MATERIAL SUPPLIED:
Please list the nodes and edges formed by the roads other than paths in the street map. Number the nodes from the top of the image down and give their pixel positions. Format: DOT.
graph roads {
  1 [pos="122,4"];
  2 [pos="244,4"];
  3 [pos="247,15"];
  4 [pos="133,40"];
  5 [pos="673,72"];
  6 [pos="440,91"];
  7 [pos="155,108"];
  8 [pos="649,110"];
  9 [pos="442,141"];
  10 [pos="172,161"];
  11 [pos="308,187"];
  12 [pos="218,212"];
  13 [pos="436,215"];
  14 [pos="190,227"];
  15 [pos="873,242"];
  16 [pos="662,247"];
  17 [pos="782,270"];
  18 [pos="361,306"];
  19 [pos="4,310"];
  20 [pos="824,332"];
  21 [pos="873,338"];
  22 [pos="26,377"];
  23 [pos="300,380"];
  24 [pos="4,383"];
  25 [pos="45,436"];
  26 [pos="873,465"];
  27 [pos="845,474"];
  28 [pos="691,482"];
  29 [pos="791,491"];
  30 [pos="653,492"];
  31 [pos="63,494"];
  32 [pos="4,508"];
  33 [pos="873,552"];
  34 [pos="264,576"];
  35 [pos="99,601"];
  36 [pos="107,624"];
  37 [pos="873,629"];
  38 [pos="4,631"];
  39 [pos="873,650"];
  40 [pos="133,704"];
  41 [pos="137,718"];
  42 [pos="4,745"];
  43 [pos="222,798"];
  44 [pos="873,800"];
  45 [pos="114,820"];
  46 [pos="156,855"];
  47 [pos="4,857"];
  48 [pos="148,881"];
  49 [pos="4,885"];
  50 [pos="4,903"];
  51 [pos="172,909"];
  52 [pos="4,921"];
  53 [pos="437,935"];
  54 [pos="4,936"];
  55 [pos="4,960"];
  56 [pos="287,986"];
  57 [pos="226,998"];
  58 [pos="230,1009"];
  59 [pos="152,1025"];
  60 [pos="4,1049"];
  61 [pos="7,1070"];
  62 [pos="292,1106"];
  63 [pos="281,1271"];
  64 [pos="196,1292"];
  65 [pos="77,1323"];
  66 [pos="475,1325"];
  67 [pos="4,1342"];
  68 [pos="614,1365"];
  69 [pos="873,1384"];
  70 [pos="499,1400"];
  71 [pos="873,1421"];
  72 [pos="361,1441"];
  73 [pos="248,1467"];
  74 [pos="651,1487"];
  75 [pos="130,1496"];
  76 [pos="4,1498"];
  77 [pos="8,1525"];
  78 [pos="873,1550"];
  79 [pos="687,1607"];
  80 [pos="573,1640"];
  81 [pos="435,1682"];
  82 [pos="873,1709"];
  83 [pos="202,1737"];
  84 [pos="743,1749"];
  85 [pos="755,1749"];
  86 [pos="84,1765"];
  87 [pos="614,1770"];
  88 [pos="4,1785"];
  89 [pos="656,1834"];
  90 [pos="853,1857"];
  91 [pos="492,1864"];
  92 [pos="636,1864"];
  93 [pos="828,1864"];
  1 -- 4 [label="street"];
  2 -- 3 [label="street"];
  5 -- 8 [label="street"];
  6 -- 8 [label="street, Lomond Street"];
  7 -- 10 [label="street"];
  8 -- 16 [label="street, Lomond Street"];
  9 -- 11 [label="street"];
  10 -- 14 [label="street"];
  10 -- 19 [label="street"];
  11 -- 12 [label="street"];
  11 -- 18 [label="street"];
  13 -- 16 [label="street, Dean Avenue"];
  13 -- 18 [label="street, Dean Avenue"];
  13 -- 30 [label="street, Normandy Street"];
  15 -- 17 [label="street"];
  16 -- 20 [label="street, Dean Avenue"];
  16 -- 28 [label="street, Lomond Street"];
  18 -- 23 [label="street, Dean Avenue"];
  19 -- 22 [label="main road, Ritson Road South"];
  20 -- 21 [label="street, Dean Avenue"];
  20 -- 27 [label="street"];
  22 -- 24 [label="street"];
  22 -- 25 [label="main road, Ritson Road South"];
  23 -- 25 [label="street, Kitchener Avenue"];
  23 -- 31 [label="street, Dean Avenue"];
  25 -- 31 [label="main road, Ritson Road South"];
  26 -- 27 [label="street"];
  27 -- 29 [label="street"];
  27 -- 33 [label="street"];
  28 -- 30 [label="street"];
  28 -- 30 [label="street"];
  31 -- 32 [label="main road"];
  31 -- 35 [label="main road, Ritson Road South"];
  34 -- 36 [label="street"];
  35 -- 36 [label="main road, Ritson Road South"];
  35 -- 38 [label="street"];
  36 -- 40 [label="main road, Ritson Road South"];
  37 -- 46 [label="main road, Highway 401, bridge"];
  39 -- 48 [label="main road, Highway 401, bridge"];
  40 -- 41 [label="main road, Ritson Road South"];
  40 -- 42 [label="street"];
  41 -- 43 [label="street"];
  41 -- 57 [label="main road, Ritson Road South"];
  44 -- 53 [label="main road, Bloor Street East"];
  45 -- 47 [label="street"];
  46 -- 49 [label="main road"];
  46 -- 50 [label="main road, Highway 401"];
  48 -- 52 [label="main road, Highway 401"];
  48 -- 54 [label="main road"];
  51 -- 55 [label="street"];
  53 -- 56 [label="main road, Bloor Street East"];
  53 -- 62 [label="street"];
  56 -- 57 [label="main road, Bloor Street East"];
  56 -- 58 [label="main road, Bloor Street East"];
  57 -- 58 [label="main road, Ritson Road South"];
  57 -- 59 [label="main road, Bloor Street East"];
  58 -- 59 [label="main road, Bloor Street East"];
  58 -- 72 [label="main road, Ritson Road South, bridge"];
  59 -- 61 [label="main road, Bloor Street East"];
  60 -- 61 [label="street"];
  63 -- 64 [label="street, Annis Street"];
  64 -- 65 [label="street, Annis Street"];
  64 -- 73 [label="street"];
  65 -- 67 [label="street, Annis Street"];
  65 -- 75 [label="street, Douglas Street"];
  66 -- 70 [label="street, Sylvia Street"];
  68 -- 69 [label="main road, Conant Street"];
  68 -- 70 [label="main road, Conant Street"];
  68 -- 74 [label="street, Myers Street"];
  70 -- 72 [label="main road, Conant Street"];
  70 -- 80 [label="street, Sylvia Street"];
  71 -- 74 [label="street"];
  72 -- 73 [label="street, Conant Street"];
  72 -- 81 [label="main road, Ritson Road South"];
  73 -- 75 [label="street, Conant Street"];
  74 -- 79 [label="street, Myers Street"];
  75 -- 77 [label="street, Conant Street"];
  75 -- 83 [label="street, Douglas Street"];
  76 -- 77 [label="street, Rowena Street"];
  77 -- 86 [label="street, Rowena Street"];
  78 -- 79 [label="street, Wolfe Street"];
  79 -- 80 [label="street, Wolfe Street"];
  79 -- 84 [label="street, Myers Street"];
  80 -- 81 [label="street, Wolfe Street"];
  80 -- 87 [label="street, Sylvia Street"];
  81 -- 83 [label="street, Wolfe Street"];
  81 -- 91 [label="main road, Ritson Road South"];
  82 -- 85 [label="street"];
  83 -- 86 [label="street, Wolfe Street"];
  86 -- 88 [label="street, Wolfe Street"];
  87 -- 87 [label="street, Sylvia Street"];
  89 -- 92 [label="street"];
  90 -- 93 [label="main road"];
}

...

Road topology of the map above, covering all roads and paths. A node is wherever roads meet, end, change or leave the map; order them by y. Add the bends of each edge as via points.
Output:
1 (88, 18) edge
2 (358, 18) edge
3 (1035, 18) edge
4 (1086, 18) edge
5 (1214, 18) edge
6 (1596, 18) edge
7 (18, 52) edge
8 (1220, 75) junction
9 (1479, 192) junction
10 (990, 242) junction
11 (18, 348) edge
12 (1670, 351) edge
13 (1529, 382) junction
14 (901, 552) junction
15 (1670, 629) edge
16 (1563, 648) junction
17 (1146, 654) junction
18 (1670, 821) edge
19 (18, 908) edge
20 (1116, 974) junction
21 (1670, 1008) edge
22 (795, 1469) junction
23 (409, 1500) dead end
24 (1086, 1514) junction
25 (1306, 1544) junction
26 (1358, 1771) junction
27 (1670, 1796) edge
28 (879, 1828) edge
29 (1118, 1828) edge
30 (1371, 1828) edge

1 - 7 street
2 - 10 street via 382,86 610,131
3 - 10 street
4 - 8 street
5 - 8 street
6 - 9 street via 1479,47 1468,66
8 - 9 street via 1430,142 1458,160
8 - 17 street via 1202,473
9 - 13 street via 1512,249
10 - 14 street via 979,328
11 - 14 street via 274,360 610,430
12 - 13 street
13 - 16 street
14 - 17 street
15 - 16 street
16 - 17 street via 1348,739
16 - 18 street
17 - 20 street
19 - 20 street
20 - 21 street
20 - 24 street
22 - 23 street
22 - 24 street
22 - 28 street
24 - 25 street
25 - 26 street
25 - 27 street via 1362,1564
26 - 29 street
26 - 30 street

* * *

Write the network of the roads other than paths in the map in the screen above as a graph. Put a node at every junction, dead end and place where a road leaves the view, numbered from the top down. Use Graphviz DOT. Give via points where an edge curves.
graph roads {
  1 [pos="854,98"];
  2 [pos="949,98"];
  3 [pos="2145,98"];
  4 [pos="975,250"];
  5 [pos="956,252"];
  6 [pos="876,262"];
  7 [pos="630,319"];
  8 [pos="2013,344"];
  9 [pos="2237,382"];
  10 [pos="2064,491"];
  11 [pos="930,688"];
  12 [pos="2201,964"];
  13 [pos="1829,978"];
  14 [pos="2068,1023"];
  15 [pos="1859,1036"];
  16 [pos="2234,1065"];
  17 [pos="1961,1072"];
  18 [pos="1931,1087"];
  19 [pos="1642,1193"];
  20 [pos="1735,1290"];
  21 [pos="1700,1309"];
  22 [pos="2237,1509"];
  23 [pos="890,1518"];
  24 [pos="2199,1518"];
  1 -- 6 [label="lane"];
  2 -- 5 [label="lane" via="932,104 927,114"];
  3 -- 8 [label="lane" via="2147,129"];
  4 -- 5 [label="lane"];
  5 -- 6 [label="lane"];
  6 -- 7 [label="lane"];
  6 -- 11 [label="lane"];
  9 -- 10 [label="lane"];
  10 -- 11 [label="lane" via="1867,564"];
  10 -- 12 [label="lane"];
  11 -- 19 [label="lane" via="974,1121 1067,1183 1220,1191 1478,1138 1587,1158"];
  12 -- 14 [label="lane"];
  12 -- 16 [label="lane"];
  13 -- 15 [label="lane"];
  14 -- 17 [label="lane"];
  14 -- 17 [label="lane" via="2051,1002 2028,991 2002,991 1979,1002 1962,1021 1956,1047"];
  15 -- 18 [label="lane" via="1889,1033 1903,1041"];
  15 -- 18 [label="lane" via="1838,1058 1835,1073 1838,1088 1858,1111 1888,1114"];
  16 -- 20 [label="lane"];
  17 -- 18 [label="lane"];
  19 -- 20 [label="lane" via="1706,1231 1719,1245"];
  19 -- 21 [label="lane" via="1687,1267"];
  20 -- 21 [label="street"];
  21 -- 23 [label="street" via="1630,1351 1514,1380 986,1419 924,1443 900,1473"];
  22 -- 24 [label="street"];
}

YOUR OBJECTIVE: Return all lines from the data that include the string "Bloor".

PROBLEM SOLUTION:
  44 -- 53 [label="main road, Bloor Street East"];
  53 -- 56 [label="main road, Bloor Street East"];
  56 -- 57 [label="main road, Bloor Street East"];
  56 -- 58 [label="main road, Bloor Street East"];
  57 -- 59 [label="main road, Bloor Street East"];
  58 -- 59 [label="main road, Bloor Street East"];
  59 -- 61 [label="main road, Bloor Street East"];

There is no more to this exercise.